* [Work item]:
Copy out all the records, word for word.

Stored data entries

┌──

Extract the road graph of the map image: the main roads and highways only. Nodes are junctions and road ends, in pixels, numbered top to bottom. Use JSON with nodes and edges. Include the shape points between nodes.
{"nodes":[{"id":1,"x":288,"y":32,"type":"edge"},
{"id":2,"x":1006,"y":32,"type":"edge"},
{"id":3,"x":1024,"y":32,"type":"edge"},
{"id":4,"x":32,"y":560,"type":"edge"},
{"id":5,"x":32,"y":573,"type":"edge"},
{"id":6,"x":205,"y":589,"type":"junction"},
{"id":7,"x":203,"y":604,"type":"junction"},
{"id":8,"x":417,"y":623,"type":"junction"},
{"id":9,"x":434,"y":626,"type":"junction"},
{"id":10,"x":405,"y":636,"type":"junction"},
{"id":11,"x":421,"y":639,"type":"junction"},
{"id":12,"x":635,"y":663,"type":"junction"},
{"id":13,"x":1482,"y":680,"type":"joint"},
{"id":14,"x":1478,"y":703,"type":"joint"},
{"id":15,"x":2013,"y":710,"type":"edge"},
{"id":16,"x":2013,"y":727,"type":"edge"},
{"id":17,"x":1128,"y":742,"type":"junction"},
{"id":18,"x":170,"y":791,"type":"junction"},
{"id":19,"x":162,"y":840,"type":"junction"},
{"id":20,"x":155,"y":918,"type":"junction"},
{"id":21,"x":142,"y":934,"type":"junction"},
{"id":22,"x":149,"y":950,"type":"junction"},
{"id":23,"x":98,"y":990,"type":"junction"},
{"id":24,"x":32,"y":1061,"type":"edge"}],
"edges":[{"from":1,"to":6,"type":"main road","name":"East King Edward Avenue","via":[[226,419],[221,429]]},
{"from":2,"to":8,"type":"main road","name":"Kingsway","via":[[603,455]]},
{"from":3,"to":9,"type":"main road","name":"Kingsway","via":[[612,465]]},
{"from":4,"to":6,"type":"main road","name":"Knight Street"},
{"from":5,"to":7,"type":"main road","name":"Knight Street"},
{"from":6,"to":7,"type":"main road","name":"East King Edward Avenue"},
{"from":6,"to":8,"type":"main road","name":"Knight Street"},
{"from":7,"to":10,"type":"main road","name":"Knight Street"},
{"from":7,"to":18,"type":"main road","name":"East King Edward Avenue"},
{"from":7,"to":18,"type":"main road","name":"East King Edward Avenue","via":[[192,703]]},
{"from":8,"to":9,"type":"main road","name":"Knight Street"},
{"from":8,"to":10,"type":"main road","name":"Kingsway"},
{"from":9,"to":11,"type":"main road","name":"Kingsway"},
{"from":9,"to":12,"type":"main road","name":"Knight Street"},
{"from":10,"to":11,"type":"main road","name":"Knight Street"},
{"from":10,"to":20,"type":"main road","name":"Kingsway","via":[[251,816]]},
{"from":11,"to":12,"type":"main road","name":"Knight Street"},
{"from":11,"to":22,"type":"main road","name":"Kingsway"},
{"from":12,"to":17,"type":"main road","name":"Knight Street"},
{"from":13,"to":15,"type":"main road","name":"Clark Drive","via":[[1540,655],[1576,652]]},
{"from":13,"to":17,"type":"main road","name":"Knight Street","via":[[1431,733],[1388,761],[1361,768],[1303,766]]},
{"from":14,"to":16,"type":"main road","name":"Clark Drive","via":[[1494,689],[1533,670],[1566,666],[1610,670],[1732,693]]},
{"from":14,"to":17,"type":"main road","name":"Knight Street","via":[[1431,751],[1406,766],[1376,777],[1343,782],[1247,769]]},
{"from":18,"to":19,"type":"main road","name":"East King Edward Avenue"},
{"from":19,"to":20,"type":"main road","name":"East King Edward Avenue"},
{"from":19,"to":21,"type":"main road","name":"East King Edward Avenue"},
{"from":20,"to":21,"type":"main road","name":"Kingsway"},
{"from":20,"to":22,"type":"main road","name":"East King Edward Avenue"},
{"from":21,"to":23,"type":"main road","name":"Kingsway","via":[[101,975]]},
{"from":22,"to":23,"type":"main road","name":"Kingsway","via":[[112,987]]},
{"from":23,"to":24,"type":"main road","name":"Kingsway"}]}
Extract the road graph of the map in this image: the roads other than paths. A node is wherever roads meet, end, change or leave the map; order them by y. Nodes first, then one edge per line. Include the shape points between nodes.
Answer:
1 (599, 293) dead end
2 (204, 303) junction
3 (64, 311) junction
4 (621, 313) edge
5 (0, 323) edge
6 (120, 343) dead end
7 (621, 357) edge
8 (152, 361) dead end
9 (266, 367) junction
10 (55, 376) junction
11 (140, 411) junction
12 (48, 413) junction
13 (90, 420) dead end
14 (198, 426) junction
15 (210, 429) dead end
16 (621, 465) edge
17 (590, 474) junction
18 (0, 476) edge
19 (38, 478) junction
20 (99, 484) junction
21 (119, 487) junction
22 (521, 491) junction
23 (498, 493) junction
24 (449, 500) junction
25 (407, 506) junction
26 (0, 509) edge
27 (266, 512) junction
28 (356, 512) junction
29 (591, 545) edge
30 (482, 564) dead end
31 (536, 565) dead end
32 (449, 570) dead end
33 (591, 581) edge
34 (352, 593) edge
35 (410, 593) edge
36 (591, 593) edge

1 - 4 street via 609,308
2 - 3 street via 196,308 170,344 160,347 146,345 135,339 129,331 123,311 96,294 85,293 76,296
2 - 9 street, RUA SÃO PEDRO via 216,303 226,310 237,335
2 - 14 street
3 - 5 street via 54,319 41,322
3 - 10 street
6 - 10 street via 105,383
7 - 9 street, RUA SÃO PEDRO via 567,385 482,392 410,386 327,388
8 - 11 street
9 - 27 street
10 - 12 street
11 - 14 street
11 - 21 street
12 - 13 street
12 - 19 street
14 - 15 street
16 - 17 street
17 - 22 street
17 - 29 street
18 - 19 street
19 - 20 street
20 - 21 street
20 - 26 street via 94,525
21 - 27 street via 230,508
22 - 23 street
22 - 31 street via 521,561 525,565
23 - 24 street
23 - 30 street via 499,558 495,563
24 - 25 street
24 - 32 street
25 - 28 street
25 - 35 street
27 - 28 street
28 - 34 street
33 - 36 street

└──

* [Output]:
Extract the road graph of the map image: the main roads and highways only. Nodes are junctions and road ends, in pixels, numbered top to bottom. Use JSON with nodes and edges. Include the shape points between nodes.
{"nodes":[{"id":1,"x":288,"y":32,"type":"edge"},
{"id":2,"x":1006,"y":32,"type":"edge"},
{"id":3,"x":1024,"y":32,"type":"edge"},
{"id":4,"x":32,"y":560,"type":"edge"},
{"id":5,"x":32,"y":573,"type":"edge"},
{"id":6,"x":205,"y":589,"type":"junction"},
{"id":7,"x":203,"y":604,"type":"junction"},
{"id":8,"x":417,"y":623,"type":"junction"},
{"id":9,"x":434,"y":626,"type":"junction"},
{"id":10,"x":405,"y":636,"type":"junction"},
{"id":11,"x":421,"y":639,"type":"junction"},
{"id":12,"x":635,"y":663,"type":"junction"},
{"id":13,"x":1482,"y":680,"type":"joint"},
{"id":14,"x":1478,"y":703,"type":"joint"},
{"id":15,"x":2013,"y":710,"type":"edge"},
{"id":16,"x":2013,"y":727,"type":"edge"},
{"id":17,"x":1128,"y":742,"type":"junction"},
{"id":18,"x":170,"y":791,"type":"junction"},
{"id":19,"x":162,"y":840,"type":"junction"},
{"id":20,"x":155,"y":918,"type":"junction"},
{"id":21,"x":142,"y":934,"type":"junction"},
{"id":22,"x":149,"y":950,"type":"junction"},
{"id":23,"x":98,"y":990,"type":"junction"},
{"id":24,"x":32,"y":1061,"type":"edge"}],
"edges":[{"from":1,"to":6,"type":"main road","name":"East King Edward Avenue","via":[[226,419],[221,429]]},
{"from":2,"to":8,"type":"main road","name":"Kingsway","via":[[603,455]]},
{"from":3,"to":9,"type":"main road","name":"Kingsway","via":[[612,465]]},
{"from":4,"to":6,"type":"main road","name":"Knight Street"},
{"from":5,"to":7,"type":"main road","name":"Knight Street"},
{"from":6,"to":7,"type":"main road","name":"East King Edward Avenue"},
{"from":6,"to":8,"type":"main road","name":"Knight Street"},
{"from":7,"to":10,"type":"main road","name":"Knight Street"},
{"from":7,"to":18,"type":"main road","name":"East King Edward Avenue"},
{"from":7,"to":18,"type":"main road","name":"East King Edward Avenue","via":[[192,703]]},
{"from":8,"to":9,"type":"main road","name":"Knight Street"},
{"from":8,"to":10,"type":"main road","name":"Kingsway"},
{"from":9,"to":11,"type":"main road","name":"Kingsway"},
{"from":9,"to":12,"type":"main road","name":"Knight Street"},
{"from":10,"to":11,"type":"main road","name":"Knight Street"},
{"from":10,"to":20,"type":"main road","name":"Kingsway","via":[[251,816]]},
{"from":11,"to":12,"type":"main road","name":"Knight Street"},
{"from":11,"to":22,"type":"main road","name":"Kingsway"},
{"from":12,"to":17,"type":"main road","name":"Knight Street"},
{"from":13,"to":15,"type":"main road","name":"Clark Drive","via":[[1540,655],[1576,652]]},
{"from":13,"to":17,"type":"main road","name":"Knight Street","via":[[1431,733],[1388,761],[1361,768],[1303,766]]},
{"from":14,"to":16,"type":"main road","name":"Clark Drive","via":[[1494,689],[1533,670],[1566,666],[1610,670],[1732,693]]},
{"from":14,"to":17,"type":"main road","name":"Knight Street","via":[[1431,751],[1406,766],[1376,777],[1343,782],[1247,769]]},
{"from":18,"to":19,"type":"main road","name":"East King Edward Avenue"},
{"from":19,"to":20,"type":"main road","name":"East King Edward Avenue"},
{"from":19,"to":21,"type":"main road","name":"East King Edward Avenue"},
{"from":20,"to":21,"type":"main road","name":"Kingsway"},
{"from":20,"to":22,"type":"main road","name":"East King Edward Avenue"},
{"from":21,"to":23,"type":"main road","name":"Kingsway","via":[[101,975]]},
{"from":22,"to":23,"type":"main road","name":"Kingsway","via":[[112,987]]},
{"from":23,"to":24,"type":"main road","name":"Kingsway"}]}
Extract the road graph of the map in this image: the roads other than paths. A node is wherever roads meet, end, change or leave the map; order them by y. Nodes first, then one edge per line. Include the shape points between nodes.
Answer:
1 (599, 293) dead end
2 (204, 303) junction
3 (64, 311) junction
4 (621, 313) edge
5 (0, 323) edge
6 (120, 343) dead end
7 (621, 357) edge
8 (152, 361) dead end
9 (266, 367) junction
10 (55, 376) junction
11 (140, 411) junction
12 (48, 413) junction
13 (90, 420) dead end
14 (198, 426) junction
15 (210, 429) dead end
16 (621, 465) edge
17 (590, 474) junction
18 (0, 476) edge
19 (38, 478) junction
20 (99, 484) junction
21 (119, 487) junction
22 (521, 491) junction
23 (498, 493) junction
24 (449, 500) junction
25 (407, 506) junction
26 (0, 509) edge
27 (266, 512) junction
28 (356, 512) junction
29 (591, 545) edge
30 (482, 564) dead end
31 (536, 565) dead end
32 (449, 570) dead end
33 (591, 581) edge
34 (352, 593) edge
35 (410, 593) edge
36 (591, 593) edge

1 - 4 street via 609,308
2 - 3 street via 196,308 170,344 160,347 146,345 135,339 129,331 123,311 96,294 85,293 76,296
2 - 9 street, RUA SÃO PEDRO via 216,303 226,310 237,335
2 - 14 street
3 - 5 street via 54,319 41,322
3 - 10 street
6 - 10 street via 105,383
7 - 9 street, RUA SÃO PEDRO via 567,385 482,392 410,386 327,388
8 - 11 street
9 - 27 street
10 - 12 street
11 - 14 street
11 - 21 street
12 - 13 street
12 - 19 street
14 - 15 street
16 - 17 street
17 - 22 street
17 - 29 street
18 - 19 street
19 - 20 street
20 - 21 street
20 - 26 street via 94,525
21 - 27 street via 230,508
22 - 23 street
22 - 31 street via 521,561 525,565
23 - 24 street
23 - 30 street via 499,558 495,563
24 - 25 street
24 - 32 street
25 - 28 street
25 - 35 street
27 - 28 street
28 - 34 street
33 - 36 street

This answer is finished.